By John Reichard, CQ HealthBeat Editor

April 23, 2014 -- Expanding Medicaid under the health law is a better financial proposition for states than previously thought, according to a think tank that projects the 10-year cost starting in 2015 will be 34 percent lower than an earlier estimate.

Revised Congressional Budget Office (CBO) health cost projections released last week show expanding Medicaid would raise state spending by $46 billion from 2015 through 2024, according to Edwin Park, an analyst with the Center for Budget and Policy Priorities. The baseline CBO issued in February pegged the cost at $70 billion over a decade.

The revised figure doesn't take into account other savings lessening expansion costs, Park said.

Cost projections have fallen because CBO now expects fewer people who were eligible for Medicaid before the health care overhaul but were unenrolled to sign up under the law, Park said.

CBO and other analysts say the law (PL 111-148, PL 111-152) will drive up Medicaid enrollment due to more aggressive public awareness campaigns and a growing belief among Americans that they are required to have insurance.

On average, the federal government pays 57 percent of the costs of enrolling individuals who were deemed eligible for Medicaid before the law was enacted.

"Because CBO now expects states to experience smaller increases in enrollment among those previously eligible ... it expects states to incur lower costs over the next decade than it previously assumed," Park said.

Park said CBO now estimates the federal government on average will pick up more than 95 percent of the total cost of the Medicaid expansion and other costs related to the health overhaul over the next 10 years. From 2014 to 2016, the federal government will cover all of the expansion costs for newly eligible enrollees, with the share then falling to 90 percent in 2020 and the years after.

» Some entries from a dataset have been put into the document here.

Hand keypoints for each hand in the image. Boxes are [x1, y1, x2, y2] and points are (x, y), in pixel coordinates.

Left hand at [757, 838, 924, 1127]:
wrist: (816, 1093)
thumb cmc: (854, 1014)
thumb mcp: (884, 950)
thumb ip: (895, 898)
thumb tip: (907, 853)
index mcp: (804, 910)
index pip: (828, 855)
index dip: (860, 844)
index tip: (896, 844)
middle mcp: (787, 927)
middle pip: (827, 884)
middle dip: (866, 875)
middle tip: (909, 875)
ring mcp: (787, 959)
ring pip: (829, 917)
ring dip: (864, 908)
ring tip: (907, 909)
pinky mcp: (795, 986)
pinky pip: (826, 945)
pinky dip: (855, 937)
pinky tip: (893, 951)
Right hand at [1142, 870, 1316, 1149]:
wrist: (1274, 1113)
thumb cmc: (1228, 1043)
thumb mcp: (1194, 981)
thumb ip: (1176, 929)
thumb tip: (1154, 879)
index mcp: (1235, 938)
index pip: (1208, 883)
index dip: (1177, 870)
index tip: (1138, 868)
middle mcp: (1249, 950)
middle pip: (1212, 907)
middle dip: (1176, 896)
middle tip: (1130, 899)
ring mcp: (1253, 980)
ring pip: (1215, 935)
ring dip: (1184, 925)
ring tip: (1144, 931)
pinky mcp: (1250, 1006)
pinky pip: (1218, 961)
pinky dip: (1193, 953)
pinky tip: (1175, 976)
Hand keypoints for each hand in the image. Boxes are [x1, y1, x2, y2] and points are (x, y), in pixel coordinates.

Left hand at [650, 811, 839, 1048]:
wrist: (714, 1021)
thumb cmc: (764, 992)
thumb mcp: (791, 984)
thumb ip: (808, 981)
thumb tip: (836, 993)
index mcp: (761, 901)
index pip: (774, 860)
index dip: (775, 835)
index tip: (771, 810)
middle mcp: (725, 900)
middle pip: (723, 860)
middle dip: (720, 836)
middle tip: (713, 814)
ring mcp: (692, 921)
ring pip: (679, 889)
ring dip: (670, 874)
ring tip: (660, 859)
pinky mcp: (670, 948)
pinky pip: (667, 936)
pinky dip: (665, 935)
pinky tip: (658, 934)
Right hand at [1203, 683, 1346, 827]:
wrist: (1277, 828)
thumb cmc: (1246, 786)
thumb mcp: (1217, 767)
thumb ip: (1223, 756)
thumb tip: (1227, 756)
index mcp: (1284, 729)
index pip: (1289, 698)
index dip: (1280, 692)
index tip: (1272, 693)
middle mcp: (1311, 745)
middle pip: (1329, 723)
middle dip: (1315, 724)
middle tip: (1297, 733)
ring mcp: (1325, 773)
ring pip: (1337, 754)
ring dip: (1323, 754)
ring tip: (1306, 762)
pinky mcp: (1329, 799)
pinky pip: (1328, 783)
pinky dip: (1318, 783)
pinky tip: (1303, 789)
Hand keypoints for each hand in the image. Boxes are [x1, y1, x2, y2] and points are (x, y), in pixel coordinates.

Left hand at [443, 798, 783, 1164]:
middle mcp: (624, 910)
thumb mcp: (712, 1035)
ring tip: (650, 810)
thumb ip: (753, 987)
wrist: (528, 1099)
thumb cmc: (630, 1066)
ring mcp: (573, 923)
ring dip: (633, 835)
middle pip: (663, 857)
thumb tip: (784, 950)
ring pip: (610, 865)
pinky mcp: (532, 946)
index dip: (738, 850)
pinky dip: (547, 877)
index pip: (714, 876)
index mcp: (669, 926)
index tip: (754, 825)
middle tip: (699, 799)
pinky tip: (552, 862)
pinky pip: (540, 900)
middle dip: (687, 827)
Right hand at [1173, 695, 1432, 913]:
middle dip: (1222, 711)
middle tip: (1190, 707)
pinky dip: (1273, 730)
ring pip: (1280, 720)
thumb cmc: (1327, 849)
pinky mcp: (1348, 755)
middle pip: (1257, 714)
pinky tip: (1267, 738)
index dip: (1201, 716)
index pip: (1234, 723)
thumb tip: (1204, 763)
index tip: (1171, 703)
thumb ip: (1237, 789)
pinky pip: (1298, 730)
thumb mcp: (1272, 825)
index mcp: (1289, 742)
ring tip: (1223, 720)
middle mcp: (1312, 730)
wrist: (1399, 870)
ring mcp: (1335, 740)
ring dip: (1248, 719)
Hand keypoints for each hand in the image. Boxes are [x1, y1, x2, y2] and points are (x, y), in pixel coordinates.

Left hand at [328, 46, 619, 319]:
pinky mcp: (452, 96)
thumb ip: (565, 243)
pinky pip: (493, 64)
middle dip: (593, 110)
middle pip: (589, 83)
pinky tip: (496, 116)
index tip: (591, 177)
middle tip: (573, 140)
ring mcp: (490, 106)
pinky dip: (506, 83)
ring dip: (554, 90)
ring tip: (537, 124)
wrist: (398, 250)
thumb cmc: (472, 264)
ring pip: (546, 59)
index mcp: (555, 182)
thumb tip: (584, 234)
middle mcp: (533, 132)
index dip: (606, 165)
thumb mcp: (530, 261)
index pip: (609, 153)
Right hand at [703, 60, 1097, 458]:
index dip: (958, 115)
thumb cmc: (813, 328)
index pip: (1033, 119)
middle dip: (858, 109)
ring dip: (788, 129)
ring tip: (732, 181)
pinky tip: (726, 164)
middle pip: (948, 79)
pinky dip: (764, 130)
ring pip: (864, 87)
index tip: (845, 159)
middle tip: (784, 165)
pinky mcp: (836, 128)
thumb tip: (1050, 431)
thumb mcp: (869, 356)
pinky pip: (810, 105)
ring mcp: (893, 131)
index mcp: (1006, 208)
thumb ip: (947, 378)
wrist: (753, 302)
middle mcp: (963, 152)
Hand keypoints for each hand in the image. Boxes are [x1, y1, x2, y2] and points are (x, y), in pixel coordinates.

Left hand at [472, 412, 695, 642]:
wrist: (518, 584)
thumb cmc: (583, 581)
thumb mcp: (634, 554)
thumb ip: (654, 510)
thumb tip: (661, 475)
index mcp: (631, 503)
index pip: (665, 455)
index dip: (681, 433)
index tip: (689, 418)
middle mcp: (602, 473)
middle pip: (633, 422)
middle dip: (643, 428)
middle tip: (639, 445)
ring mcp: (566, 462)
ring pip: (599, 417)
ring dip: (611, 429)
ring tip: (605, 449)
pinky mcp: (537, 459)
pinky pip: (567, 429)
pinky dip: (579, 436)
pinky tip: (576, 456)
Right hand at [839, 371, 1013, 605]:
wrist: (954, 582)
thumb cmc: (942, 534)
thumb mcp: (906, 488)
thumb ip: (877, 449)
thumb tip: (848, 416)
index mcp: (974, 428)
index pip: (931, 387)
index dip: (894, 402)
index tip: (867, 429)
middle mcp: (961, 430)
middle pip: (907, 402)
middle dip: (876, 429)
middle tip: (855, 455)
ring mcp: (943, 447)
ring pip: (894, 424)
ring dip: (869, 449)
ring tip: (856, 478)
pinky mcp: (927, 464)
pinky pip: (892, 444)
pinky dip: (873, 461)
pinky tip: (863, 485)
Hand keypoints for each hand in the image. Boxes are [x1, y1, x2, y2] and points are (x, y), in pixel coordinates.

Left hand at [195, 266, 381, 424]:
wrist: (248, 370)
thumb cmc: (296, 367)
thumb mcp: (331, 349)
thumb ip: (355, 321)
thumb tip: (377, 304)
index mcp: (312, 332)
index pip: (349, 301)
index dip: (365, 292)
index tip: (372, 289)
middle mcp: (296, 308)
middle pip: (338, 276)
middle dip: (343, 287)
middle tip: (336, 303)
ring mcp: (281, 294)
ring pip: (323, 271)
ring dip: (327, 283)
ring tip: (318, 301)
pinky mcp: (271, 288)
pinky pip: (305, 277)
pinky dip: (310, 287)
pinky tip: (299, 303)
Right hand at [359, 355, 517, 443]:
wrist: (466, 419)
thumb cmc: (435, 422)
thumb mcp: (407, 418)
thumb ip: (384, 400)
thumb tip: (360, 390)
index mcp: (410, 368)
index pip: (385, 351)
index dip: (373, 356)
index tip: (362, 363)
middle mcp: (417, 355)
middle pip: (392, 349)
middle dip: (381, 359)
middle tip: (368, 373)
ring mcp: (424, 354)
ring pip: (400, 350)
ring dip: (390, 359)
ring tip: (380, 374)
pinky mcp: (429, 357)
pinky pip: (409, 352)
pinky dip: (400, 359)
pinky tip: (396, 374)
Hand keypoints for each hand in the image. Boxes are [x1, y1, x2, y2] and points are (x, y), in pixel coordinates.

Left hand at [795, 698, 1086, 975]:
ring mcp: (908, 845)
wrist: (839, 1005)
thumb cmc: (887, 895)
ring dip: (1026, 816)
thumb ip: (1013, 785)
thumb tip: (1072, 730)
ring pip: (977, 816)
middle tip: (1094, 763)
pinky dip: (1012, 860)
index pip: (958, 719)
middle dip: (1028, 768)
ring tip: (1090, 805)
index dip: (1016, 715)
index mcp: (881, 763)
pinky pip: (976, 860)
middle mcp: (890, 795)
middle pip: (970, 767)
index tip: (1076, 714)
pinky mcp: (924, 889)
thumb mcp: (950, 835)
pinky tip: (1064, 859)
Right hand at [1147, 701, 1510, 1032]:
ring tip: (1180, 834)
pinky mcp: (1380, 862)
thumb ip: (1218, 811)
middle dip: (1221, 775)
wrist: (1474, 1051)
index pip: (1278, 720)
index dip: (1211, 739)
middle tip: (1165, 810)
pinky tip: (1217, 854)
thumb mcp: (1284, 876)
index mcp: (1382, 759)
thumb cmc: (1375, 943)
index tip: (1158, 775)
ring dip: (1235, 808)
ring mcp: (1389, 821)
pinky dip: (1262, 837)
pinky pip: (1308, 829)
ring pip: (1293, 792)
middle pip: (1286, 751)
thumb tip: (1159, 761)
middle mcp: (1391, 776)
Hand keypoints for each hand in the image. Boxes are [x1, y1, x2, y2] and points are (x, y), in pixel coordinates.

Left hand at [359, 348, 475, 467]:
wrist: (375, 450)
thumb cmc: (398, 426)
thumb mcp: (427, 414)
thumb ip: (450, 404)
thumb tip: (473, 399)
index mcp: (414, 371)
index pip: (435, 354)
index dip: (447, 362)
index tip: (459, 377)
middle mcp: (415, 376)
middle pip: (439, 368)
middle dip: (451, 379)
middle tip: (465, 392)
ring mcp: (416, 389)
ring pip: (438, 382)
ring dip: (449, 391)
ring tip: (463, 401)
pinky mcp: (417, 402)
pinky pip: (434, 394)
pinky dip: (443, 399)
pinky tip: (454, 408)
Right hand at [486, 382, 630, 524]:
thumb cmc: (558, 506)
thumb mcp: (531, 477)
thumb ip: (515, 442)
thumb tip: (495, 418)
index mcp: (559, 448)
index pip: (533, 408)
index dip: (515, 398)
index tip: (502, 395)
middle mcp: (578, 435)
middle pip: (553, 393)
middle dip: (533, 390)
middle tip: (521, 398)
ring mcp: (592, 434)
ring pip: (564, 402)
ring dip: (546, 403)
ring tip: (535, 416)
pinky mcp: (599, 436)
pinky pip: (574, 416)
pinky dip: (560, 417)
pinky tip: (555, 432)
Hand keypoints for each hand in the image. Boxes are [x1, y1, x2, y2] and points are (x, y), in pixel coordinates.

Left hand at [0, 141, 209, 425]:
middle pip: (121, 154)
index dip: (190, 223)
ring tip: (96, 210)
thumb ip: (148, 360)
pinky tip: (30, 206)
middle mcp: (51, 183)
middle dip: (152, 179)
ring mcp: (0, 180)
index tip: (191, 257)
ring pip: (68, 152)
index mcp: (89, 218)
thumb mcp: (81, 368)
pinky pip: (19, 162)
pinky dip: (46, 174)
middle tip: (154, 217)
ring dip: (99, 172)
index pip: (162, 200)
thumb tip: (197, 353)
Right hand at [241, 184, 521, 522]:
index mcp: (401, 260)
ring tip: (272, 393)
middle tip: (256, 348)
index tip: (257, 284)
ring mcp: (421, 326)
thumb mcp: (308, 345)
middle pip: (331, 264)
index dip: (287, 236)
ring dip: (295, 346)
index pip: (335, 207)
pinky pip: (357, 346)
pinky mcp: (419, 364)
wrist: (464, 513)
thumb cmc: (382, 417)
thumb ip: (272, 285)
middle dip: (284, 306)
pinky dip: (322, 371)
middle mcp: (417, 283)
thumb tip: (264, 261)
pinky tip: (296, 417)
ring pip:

But other research shows states will save money even as their long-term Medicaid costs rise with growing enrollment, Park said. A 2011 study by the Urban Institute noted the health law contained provisions that substitute federal spending for state outlays on such things as uncompensated care and mental health services, more than offsetting added Medicaid costs.

It's still unclear how or if the shift in CBO estimates will influence those states on the fence about expanding Medicaid. Twenty-six states have either expanded their programs or will do so, but Republican lawmakers are digging in against expansion in the remaining states for reasons that go beyond number crunching.

"There are many factors involved in the remaining state decisions about whether to expand Medicaid, political, philosophical, ideological, as well as fiscal," said Matt Salo, executive director of the National Association of Medicaid Directors. "A rosier outlook from CBO may encourage some, but I'm not sure it moves the needle much for most states that are currently in the 'no' column."